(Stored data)
┌────────
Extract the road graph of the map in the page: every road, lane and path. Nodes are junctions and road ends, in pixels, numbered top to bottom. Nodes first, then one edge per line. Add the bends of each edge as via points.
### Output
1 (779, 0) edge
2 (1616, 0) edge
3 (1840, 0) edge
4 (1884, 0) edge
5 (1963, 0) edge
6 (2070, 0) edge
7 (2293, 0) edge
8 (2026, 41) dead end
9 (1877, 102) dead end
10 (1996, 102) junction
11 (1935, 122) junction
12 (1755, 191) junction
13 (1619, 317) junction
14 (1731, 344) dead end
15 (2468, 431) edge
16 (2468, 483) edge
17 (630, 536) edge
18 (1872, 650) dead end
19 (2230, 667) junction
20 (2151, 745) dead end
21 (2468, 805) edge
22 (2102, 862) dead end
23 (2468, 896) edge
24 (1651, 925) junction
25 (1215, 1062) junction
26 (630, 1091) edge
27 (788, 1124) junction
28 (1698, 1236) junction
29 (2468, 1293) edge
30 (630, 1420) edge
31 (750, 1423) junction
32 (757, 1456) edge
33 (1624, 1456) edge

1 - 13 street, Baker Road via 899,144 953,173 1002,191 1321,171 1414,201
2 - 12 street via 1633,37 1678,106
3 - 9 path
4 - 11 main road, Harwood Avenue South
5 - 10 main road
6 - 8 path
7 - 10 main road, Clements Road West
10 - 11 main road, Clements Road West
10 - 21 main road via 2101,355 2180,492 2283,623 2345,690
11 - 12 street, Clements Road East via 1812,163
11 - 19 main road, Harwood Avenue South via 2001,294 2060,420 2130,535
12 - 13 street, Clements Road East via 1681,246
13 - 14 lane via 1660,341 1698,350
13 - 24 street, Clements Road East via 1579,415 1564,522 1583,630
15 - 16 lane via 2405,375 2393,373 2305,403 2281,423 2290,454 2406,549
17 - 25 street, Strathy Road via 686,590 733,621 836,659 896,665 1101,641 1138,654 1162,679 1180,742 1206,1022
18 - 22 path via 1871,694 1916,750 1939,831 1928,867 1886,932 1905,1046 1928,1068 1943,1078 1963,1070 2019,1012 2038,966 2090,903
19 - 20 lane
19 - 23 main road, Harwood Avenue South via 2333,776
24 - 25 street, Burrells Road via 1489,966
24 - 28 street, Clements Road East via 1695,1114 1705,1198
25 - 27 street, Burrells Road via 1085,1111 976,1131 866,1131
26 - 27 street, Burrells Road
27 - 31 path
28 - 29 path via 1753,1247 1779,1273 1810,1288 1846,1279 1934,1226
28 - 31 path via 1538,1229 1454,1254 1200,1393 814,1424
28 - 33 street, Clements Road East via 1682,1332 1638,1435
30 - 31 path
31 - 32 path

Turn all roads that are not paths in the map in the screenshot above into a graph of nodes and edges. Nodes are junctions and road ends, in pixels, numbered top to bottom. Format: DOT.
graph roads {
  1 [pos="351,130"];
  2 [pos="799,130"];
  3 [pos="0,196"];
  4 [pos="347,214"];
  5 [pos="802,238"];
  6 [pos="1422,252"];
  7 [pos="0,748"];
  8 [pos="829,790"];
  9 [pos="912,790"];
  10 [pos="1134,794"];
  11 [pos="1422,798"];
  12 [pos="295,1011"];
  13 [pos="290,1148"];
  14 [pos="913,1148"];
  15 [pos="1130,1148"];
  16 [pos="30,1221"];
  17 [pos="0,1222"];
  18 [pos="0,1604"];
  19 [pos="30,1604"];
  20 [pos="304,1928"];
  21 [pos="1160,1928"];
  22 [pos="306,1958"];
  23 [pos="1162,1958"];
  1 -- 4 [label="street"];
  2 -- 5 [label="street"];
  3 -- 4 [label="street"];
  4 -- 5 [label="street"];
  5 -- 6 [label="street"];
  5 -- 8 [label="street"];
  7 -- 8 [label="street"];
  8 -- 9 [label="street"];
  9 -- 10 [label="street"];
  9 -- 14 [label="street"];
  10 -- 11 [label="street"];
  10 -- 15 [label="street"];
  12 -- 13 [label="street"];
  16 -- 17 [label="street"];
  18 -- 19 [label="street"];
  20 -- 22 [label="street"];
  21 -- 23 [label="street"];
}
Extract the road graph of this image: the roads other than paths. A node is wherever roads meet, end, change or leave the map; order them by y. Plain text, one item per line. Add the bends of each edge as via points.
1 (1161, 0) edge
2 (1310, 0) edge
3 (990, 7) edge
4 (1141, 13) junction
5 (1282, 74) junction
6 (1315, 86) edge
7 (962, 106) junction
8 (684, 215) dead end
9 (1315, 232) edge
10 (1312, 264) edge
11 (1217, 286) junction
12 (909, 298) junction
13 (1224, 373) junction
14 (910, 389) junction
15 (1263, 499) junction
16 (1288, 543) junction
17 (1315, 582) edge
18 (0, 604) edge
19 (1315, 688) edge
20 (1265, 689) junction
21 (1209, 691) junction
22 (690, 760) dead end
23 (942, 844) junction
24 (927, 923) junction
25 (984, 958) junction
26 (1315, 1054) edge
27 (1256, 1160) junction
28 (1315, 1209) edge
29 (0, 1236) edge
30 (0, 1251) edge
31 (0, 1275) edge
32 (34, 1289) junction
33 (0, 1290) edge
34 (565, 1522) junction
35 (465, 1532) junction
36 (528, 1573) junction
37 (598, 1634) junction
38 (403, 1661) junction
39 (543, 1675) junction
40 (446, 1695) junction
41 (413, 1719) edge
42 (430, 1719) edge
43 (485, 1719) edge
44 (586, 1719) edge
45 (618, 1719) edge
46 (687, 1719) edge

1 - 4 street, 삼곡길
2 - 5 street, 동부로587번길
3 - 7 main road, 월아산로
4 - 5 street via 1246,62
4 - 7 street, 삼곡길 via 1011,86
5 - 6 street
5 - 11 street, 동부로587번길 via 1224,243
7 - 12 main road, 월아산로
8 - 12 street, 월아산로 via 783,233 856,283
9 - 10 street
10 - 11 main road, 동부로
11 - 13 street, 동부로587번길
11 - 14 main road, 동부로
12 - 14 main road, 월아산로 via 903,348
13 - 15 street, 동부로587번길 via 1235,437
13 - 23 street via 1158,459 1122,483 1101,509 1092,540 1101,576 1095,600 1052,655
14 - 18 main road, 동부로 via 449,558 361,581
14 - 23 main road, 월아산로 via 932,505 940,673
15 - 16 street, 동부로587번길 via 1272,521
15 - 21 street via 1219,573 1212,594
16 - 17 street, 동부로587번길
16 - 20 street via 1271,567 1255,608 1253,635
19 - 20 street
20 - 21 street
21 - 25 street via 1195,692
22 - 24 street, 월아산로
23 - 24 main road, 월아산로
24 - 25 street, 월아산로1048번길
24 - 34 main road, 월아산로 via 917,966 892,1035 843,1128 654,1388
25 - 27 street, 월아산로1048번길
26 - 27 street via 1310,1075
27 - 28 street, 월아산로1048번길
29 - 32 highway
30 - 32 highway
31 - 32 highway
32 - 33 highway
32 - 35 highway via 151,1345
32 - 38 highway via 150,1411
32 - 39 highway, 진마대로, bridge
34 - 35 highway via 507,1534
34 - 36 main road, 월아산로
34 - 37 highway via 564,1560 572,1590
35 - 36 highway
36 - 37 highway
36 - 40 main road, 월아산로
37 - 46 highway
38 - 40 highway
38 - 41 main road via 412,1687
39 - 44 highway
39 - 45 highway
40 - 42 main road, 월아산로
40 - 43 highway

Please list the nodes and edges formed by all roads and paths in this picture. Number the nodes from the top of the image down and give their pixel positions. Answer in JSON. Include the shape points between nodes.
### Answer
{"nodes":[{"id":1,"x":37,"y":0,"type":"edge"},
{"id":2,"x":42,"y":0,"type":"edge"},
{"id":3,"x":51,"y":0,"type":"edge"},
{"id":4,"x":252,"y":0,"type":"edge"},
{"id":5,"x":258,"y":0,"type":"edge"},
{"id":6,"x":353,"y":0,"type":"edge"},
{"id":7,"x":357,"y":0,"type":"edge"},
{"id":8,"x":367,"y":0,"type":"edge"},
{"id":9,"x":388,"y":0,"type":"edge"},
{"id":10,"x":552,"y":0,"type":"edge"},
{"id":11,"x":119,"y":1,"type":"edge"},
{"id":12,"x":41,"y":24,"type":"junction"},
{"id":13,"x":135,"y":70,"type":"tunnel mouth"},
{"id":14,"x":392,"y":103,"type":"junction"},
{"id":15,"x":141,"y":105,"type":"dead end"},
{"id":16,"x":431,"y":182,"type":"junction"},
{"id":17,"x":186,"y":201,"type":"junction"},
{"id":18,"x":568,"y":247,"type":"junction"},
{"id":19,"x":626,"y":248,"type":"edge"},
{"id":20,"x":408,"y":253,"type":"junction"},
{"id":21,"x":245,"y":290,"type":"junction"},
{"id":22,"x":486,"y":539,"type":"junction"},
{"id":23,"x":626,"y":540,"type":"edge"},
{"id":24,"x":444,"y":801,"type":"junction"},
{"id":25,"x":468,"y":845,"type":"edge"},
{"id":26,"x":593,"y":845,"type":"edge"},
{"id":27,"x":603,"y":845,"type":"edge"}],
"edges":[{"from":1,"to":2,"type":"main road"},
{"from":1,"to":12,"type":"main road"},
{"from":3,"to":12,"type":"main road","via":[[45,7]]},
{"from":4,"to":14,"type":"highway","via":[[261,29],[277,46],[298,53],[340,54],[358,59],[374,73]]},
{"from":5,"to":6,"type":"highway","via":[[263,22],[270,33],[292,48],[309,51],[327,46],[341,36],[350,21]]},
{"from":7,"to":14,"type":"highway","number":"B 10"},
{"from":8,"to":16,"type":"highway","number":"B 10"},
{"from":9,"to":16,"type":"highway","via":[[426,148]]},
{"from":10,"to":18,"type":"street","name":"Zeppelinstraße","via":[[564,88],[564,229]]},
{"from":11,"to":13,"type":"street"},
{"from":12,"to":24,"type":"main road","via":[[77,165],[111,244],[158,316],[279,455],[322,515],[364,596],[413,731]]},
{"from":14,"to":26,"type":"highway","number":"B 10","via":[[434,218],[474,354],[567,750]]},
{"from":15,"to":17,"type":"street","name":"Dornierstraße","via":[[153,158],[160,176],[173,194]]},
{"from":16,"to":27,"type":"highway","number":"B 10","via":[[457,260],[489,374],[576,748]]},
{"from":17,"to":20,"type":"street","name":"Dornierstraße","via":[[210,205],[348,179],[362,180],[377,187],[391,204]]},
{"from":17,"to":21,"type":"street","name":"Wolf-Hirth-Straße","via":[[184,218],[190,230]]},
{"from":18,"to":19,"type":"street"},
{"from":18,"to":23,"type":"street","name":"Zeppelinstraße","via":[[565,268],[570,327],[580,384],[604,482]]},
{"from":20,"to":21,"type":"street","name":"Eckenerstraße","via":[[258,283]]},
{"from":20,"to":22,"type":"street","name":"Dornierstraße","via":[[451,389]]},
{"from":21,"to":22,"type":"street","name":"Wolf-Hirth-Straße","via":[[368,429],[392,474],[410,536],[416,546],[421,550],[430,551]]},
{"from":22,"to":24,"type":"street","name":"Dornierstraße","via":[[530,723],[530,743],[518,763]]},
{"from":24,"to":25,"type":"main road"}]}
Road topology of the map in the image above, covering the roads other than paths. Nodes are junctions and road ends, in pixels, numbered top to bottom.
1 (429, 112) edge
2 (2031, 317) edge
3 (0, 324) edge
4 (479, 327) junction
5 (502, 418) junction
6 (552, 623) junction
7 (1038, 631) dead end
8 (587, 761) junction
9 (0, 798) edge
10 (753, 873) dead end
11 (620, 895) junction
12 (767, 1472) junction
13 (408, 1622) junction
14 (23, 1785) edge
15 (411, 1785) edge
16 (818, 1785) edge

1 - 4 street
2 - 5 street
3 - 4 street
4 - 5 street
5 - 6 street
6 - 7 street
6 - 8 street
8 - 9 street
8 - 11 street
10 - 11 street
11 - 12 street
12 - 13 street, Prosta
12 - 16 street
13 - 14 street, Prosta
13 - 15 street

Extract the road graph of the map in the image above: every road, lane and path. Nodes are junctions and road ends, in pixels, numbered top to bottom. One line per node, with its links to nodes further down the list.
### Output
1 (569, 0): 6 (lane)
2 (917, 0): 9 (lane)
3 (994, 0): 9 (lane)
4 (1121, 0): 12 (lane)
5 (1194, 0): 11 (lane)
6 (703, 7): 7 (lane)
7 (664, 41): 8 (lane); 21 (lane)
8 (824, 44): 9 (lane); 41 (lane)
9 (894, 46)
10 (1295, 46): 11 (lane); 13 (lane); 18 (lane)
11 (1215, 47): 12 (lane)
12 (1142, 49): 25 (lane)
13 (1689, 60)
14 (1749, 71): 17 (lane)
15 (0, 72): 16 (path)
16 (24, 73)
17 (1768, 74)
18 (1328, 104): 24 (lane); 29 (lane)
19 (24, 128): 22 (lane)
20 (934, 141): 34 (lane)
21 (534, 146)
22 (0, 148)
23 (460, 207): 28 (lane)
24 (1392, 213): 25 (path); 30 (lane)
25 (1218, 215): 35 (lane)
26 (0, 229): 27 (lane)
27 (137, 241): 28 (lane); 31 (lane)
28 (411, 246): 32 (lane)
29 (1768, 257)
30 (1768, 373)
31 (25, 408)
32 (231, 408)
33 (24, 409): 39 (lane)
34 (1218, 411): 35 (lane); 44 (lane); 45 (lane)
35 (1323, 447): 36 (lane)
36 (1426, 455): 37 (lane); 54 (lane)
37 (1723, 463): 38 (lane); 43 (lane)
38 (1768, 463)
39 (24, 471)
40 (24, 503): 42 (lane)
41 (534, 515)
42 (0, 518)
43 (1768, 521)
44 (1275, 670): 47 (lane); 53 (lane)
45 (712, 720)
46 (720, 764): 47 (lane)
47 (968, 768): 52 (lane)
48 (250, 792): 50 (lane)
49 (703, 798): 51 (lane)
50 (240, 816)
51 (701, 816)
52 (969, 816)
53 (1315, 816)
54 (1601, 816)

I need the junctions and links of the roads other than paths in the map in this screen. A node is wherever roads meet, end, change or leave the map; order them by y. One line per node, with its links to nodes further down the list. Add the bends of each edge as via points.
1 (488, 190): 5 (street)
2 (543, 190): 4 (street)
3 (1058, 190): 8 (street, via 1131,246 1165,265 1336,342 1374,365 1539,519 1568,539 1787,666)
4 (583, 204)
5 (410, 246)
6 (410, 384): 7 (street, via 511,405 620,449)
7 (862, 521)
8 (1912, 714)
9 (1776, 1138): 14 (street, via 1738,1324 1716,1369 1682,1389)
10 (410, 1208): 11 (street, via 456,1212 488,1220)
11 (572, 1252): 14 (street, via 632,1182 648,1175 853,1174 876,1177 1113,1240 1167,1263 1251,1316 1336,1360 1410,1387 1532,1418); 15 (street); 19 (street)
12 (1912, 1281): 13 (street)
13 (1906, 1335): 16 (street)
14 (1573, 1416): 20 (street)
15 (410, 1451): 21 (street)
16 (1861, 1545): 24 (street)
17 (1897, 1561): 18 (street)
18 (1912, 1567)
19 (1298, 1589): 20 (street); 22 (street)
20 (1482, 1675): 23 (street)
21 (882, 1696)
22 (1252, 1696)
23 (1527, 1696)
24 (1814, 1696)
└────────
▶ _The problem_:
Reproduce each line of the records in which the string "East" appears.

▶ _Answer space_:
11 - 12 street, Clements Road East via 1812,163
12 - 13 street, Clements Road East via 1681,246
13 - 24 street, Clements Road East via 1579,415 1564,522 1583,630
24 - 28 street, Clements Road East via 1695,1114 1705,1198
28 - 33 street, Clements Road East via 1682,1332 1638,1435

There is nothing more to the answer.